## Task to complete
Among the records below, find the lines containing "roads" and state only how many there are.
[Data section — start]
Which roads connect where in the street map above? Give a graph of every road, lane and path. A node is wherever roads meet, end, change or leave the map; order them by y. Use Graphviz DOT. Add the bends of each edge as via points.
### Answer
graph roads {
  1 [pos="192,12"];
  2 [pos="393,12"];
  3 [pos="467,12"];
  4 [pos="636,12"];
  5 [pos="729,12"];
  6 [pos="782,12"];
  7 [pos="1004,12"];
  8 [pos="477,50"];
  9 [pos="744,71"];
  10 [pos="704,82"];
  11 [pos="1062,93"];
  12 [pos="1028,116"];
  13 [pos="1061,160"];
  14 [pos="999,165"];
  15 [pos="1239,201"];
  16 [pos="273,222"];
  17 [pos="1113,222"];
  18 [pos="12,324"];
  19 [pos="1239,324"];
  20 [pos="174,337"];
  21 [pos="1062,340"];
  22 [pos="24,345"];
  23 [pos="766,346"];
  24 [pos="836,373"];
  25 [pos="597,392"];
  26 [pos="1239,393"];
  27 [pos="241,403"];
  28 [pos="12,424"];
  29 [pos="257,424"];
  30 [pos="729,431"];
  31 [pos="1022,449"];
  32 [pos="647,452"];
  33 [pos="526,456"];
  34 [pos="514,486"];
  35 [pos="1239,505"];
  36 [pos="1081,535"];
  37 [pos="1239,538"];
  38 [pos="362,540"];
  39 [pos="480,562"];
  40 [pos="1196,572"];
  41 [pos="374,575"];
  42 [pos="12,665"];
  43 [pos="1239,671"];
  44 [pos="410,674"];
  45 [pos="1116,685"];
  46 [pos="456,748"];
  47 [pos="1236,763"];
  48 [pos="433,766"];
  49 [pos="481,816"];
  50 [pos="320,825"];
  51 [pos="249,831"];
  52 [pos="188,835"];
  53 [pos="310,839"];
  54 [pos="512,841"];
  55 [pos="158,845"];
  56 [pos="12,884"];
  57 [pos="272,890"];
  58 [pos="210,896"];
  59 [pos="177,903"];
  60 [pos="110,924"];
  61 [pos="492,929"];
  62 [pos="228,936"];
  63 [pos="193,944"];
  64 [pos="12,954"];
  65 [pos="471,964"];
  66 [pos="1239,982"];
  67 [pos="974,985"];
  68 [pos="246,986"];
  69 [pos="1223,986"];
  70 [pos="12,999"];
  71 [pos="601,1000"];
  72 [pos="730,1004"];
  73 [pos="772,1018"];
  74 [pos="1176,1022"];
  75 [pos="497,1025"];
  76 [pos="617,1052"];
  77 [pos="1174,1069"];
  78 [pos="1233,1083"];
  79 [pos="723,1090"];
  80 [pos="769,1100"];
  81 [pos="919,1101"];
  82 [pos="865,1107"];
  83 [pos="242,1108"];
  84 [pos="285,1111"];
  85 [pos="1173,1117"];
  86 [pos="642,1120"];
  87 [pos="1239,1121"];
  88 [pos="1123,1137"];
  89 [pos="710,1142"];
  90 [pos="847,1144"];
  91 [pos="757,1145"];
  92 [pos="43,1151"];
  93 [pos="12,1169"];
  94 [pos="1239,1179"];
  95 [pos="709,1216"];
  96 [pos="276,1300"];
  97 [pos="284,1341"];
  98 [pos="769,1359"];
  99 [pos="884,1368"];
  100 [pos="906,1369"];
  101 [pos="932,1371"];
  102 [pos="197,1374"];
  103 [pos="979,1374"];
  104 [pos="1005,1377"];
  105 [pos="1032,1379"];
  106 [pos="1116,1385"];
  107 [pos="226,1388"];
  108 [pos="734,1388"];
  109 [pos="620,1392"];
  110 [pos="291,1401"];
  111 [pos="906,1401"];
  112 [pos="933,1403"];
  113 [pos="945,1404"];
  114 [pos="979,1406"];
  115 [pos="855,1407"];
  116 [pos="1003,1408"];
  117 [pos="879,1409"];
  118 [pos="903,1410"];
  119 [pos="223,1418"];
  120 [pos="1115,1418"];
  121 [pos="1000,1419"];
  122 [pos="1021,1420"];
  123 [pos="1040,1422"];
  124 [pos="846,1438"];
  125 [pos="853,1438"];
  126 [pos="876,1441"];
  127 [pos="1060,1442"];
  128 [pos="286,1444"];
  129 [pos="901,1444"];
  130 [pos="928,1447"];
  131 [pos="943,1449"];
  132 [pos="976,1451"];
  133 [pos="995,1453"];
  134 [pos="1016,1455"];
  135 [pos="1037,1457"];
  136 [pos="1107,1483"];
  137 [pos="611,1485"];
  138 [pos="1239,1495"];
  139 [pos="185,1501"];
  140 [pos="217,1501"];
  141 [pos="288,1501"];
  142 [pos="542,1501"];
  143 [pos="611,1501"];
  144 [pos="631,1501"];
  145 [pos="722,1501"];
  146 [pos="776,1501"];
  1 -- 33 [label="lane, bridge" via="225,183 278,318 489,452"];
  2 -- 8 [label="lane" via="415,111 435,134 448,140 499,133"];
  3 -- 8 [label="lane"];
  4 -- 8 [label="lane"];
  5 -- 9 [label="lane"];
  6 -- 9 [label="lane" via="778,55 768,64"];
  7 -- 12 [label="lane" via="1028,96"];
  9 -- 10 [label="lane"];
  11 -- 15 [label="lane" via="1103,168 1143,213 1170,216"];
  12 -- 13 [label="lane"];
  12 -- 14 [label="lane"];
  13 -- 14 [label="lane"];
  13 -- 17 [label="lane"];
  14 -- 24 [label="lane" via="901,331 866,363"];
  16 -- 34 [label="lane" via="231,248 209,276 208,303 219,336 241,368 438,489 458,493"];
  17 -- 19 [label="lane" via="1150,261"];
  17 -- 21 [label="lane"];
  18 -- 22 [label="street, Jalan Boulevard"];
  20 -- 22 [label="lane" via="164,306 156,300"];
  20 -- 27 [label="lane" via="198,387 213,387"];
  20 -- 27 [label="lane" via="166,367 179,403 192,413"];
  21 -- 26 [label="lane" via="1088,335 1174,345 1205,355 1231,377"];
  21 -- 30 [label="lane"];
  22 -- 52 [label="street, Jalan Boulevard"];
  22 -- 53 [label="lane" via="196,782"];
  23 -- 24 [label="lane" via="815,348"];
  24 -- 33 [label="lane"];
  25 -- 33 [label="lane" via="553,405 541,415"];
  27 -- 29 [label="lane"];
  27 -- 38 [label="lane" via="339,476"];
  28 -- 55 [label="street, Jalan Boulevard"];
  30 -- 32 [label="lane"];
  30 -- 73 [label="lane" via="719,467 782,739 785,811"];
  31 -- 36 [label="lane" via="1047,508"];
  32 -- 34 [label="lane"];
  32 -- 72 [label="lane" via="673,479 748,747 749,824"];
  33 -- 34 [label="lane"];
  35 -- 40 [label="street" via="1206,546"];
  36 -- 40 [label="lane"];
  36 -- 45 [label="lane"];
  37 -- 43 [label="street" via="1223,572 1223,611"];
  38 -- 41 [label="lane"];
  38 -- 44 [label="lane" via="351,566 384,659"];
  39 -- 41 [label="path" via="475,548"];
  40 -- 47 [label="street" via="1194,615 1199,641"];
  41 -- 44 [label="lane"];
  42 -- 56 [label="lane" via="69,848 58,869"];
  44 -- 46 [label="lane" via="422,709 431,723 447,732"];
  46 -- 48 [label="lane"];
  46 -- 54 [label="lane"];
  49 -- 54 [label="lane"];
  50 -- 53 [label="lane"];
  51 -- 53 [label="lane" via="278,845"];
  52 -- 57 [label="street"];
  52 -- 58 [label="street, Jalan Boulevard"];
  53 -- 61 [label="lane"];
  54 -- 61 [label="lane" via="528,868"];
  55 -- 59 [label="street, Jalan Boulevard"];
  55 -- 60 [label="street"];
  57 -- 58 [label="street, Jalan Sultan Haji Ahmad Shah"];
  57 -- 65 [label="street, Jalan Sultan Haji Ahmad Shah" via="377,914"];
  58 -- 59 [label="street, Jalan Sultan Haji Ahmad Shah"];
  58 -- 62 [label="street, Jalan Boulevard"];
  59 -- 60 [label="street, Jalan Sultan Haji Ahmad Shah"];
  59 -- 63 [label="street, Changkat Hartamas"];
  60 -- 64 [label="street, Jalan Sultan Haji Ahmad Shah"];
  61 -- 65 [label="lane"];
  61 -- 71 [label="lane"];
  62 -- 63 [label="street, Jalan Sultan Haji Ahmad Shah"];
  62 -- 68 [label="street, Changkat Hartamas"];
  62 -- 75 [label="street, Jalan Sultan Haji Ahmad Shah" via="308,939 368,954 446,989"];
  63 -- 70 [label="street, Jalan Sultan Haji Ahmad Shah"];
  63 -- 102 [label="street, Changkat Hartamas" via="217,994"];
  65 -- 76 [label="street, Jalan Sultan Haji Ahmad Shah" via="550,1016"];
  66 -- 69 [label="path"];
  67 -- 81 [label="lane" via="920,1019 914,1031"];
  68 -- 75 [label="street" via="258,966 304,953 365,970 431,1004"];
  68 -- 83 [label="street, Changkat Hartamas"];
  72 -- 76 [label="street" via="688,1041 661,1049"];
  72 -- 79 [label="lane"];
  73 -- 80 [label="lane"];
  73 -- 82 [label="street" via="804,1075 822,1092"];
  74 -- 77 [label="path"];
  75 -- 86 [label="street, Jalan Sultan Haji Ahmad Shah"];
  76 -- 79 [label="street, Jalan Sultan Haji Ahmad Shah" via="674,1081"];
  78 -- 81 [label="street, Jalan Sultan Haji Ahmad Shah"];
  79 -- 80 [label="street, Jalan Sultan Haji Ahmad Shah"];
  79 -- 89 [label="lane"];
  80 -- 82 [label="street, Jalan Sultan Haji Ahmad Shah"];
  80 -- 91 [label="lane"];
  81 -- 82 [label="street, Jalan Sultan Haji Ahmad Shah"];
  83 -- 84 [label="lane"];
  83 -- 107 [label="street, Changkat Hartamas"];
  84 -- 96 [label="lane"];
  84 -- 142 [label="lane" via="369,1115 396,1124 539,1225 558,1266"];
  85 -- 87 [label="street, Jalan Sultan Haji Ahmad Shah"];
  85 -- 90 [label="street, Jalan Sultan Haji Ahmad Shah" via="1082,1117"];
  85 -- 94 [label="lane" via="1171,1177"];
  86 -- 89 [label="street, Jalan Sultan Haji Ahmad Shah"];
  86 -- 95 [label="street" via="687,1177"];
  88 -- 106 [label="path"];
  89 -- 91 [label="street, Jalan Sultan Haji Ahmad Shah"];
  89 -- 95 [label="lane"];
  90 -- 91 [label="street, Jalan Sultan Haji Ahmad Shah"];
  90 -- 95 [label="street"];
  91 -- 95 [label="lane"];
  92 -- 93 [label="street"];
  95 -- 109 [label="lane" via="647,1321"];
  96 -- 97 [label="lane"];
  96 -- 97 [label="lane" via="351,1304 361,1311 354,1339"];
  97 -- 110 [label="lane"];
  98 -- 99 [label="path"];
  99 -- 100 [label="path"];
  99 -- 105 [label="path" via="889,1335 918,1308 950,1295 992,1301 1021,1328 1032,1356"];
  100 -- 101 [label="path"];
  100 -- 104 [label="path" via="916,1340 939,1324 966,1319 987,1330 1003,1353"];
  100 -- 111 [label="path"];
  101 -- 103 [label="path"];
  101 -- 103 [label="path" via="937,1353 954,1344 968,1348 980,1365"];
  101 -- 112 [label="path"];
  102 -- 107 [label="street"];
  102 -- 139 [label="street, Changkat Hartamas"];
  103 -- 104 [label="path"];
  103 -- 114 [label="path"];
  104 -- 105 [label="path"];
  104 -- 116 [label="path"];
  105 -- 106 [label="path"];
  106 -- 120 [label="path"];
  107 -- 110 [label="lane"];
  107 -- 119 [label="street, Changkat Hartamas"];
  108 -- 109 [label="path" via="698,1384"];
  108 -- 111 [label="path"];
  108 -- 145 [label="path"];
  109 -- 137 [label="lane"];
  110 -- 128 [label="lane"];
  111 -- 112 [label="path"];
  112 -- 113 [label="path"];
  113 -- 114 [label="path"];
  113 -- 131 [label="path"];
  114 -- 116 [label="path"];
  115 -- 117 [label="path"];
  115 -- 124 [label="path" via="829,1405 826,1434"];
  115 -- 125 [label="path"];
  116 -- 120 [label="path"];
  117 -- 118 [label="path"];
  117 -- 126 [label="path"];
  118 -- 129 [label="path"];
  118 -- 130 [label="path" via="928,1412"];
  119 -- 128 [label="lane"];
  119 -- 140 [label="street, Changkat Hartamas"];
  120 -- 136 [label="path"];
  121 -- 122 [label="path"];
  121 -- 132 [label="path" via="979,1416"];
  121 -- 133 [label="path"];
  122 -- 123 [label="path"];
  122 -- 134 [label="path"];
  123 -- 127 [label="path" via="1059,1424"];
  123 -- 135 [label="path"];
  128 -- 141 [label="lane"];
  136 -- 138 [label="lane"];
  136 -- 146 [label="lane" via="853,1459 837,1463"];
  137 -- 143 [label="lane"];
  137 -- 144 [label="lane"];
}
[Data section — finish]
## Output of the exercise
2